Washington (AFP)

The Fed, the American Central Bank, will see the economy improve on Wednesday thanks to the acceleration of the vaccination as well as the Biden plan, suggesting difficult choices in terms of monetary policy in the coming months.

More than one in ten Americans is now fully vaccinated against Covid-19, checks for $ 1,400 started mailing Americans this weekend, and spring is almost here.

Bars and restaurants are preparing to find their regulars, the planes should fill up again.

As for factories, they have worked hard in recent months to prepare to meet increased demand from customers hungry to consume after a year of deprivation.

In December, the Fed expected growth of 4.2% and an unemployment rate of 5% for 2021. But that was before the adoption at the end of the same month of a stimulus package of 900 billion dollars. , followed by a 1.9 trillion plan whose law was signed by Joe Biden last week.

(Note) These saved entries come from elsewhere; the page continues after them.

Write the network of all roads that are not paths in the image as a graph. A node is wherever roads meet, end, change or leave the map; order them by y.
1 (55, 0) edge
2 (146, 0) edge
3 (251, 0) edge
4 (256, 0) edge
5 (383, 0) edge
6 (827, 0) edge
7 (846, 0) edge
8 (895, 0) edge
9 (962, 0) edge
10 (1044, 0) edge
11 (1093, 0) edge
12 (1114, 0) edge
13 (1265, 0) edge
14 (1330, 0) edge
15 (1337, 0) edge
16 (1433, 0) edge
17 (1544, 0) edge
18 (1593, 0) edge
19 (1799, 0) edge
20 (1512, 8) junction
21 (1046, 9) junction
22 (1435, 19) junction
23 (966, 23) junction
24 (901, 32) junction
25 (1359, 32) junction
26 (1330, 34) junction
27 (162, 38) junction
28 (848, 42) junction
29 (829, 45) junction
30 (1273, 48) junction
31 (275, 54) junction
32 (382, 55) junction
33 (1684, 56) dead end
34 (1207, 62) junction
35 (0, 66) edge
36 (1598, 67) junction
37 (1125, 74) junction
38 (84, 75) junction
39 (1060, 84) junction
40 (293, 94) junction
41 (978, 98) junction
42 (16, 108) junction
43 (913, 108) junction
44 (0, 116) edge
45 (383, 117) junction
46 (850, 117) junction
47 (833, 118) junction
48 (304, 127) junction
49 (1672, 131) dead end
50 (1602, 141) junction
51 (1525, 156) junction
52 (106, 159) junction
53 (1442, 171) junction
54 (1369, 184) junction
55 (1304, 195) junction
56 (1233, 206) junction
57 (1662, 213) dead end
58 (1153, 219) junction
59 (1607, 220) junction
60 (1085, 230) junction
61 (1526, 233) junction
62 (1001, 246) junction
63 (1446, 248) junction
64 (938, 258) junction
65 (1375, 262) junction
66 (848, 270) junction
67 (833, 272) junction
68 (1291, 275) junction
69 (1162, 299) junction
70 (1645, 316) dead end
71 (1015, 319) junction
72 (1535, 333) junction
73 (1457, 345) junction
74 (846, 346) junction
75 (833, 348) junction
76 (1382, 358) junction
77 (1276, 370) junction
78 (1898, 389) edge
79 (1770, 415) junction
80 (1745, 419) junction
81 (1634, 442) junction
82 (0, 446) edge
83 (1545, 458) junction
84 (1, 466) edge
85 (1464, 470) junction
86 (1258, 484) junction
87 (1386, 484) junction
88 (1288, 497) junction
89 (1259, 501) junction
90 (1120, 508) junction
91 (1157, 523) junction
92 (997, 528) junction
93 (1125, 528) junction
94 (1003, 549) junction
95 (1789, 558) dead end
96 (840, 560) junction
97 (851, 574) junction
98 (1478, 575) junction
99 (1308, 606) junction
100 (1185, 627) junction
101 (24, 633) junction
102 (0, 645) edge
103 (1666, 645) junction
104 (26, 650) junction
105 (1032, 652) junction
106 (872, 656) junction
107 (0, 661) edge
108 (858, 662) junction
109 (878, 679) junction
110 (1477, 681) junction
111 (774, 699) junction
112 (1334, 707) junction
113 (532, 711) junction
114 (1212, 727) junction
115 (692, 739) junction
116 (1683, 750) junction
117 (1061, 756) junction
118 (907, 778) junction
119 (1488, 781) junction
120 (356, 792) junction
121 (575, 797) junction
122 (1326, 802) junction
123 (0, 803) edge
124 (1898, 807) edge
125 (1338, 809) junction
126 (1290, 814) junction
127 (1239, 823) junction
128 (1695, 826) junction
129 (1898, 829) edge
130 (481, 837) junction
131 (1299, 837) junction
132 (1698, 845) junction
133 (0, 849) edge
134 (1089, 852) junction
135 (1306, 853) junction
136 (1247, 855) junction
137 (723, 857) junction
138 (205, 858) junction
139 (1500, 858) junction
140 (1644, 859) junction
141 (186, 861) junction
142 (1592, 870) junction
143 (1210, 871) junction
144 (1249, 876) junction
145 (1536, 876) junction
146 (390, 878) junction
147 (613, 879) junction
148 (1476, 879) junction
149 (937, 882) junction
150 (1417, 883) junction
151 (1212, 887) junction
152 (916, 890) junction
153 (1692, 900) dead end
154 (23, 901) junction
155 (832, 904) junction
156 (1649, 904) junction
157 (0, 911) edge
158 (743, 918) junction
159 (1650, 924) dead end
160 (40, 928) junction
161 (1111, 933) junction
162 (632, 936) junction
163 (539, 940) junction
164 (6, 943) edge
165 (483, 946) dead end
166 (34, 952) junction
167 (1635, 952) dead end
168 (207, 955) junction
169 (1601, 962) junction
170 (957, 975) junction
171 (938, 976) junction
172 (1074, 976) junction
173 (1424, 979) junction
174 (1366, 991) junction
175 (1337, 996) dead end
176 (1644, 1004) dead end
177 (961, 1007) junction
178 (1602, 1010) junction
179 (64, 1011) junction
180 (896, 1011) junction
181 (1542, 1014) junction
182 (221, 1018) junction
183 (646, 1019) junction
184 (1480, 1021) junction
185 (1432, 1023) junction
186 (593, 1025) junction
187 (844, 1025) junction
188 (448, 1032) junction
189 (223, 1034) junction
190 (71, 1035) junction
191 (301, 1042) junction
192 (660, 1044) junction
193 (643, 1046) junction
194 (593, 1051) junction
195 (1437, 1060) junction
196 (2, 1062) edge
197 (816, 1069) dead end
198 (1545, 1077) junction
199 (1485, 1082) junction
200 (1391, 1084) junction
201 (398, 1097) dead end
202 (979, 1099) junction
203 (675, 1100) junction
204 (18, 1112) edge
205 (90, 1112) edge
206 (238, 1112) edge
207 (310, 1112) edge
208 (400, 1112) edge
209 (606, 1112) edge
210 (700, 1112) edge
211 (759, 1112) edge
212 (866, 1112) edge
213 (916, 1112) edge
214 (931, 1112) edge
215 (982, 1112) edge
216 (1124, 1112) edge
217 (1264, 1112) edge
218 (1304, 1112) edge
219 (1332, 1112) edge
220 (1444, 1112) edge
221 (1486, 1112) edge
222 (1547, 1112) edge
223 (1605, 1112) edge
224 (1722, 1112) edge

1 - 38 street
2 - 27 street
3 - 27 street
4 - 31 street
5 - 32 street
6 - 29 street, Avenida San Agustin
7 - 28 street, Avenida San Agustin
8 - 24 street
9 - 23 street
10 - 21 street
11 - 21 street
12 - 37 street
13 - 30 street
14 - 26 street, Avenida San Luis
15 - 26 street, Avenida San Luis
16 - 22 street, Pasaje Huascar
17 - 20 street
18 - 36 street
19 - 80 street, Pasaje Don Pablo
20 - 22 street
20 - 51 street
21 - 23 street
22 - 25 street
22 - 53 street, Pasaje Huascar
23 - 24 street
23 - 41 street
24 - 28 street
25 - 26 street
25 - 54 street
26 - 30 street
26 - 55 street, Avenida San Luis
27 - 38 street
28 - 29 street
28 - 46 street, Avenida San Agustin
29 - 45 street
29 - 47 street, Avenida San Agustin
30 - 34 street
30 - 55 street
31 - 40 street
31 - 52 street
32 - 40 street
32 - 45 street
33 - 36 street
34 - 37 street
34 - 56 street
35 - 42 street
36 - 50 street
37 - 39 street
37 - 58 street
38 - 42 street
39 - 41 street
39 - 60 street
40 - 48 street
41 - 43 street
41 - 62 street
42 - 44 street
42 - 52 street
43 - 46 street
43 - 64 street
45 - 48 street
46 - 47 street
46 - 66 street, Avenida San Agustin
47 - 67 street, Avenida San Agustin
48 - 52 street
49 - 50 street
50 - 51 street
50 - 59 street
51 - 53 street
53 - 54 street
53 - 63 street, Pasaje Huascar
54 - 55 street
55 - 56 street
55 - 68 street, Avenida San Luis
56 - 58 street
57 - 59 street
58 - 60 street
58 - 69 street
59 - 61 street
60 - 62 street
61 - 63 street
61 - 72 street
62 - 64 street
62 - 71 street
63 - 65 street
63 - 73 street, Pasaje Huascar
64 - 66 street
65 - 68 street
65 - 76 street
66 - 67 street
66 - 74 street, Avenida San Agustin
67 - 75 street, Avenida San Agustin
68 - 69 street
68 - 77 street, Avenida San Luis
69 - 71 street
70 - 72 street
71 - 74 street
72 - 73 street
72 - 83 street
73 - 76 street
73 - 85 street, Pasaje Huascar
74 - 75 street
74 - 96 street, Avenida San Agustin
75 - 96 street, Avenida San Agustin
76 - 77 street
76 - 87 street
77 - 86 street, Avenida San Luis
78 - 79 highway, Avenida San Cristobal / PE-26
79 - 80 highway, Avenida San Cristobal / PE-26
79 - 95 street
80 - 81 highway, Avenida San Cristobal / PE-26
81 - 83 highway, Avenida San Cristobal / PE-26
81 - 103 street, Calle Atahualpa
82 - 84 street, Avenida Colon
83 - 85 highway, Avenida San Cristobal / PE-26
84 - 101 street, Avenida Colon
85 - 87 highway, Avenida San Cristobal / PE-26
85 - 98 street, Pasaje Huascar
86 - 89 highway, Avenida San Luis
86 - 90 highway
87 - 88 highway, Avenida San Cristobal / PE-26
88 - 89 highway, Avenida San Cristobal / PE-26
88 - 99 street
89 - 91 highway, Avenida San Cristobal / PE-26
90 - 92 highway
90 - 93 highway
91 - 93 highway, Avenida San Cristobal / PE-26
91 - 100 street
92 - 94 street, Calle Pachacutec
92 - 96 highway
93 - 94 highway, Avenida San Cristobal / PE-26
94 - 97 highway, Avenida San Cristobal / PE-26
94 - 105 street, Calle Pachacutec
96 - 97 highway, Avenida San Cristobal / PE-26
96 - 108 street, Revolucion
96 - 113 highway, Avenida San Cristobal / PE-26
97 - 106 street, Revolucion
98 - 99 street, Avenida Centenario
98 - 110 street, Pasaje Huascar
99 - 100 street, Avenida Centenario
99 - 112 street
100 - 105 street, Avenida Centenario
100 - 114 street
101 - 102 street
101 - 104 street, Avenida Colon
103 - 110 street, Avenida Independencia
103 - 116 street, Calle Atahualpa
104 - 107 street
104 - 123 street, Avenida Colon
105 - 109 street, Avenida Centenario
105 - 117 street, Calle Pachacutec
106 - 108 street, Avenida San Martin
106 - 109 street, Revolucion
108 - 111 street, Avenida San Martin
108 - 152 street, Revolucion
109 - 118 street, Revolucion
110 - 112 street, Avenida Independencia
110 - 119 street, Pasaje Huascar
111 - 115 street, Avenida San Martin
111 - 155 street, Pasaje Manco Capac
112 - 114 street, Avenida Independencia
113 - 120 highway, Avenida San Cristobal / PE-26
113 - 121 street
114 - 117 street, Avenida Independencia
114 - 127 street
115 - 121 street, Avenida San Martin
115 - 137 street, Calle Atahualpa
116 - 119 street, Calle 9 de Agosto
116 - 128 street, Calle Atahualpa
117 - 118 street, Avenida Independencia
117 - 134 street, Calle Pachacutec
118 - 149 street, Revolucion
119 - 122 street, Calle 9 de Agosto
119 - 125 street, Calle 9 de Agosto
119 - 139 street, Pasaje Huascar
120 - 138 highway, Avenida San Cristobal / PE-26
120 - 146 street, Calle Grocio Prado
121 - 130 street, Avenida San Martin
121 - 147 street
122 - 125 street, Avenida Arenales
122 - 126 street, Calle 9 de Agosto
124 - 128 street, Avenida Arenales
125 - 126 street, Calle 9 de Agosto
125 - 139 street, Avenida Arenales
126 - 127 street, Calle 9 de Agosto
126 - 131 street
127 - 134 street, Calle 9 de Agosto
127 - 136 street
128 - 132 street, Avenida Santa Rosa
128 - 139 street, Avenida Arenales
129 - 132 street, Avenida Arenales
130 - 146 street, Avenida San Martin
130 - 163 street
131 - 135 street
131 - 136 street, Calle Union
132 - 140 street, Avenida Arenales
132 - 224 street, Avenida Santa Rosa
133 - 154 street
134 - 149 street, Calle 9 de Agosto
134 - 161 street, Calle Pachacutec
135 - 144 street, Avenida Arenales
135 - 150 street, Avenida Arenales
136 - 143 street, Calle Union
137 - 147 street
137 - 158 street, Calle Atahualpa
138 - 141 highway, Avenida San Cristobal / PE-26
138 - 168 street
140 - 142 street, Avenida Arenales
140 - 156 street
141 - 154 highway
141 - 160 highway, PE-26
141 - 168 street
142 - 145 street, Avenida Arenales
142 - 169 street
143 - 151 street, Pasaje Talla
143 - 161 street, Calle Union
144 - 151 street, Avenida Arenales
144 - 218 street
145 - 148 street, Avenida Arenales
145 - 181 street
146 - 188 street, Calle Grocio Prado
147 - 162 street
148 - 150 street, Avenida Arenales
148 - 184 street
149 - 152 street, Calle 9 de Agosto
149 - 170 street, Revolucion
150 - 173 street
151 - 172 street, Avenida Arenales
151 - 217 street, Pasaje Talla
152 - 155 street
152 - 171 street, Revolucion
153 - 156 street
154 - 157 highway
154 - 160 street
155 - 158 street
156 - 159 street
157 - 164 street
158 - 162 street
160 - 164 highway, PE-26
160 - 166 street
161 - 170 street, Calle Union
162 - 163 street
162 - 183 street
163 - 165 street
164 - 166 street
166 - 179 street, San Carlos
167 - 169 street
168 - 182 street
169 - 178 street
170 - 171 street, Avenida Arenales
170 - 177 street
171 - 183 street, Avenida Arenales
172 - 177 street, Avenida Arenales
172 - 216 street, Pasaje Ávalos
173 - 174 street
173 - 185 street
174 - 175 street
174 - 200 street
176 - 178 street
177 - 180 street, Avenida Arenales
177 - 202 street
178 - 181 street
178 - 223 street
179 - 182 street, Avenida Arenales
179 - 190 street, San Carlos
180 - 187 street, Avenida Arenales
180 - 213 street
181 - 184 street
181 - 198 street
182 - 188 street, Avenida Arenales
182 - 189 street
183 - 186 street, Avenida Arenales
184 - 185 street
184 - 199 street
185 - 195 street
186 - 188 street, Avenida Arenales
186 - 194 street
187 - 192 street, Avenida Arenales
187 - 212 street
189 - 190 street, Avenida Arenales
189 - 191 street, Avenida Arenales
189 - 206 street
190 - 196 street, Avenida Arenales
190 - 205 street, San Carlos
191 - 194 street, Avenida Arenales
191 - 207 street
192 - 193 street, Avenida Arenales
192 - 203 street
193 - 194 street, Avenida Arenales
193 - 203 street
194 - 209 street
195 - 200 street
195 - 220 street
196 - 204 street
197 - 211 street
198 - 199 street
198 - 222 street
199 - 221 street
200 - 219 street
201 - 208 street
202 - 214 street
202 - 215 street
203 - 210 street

"The improvements will be reflected in the economic forecasts" of the Fed's monetary committee, which will be published at the end of the meeting, anticipates Diane Swonk, economist for Grant Thornton, in a note.

For 2021, she expects to see "a significant improvement in (forecast) growth, somewhat higher inflation and lower unemployment".

Because after a halt in February due to the winter storm that paralyzed part of the country, the US economy should rebound strongly this month with a jump in consumer spending.

- "Oil on the fire" -

The economic outlook is for the Fed "a delicate balancing act", summarizes William De Vijlder, chief economist of the BNP Paribas Group, in a note.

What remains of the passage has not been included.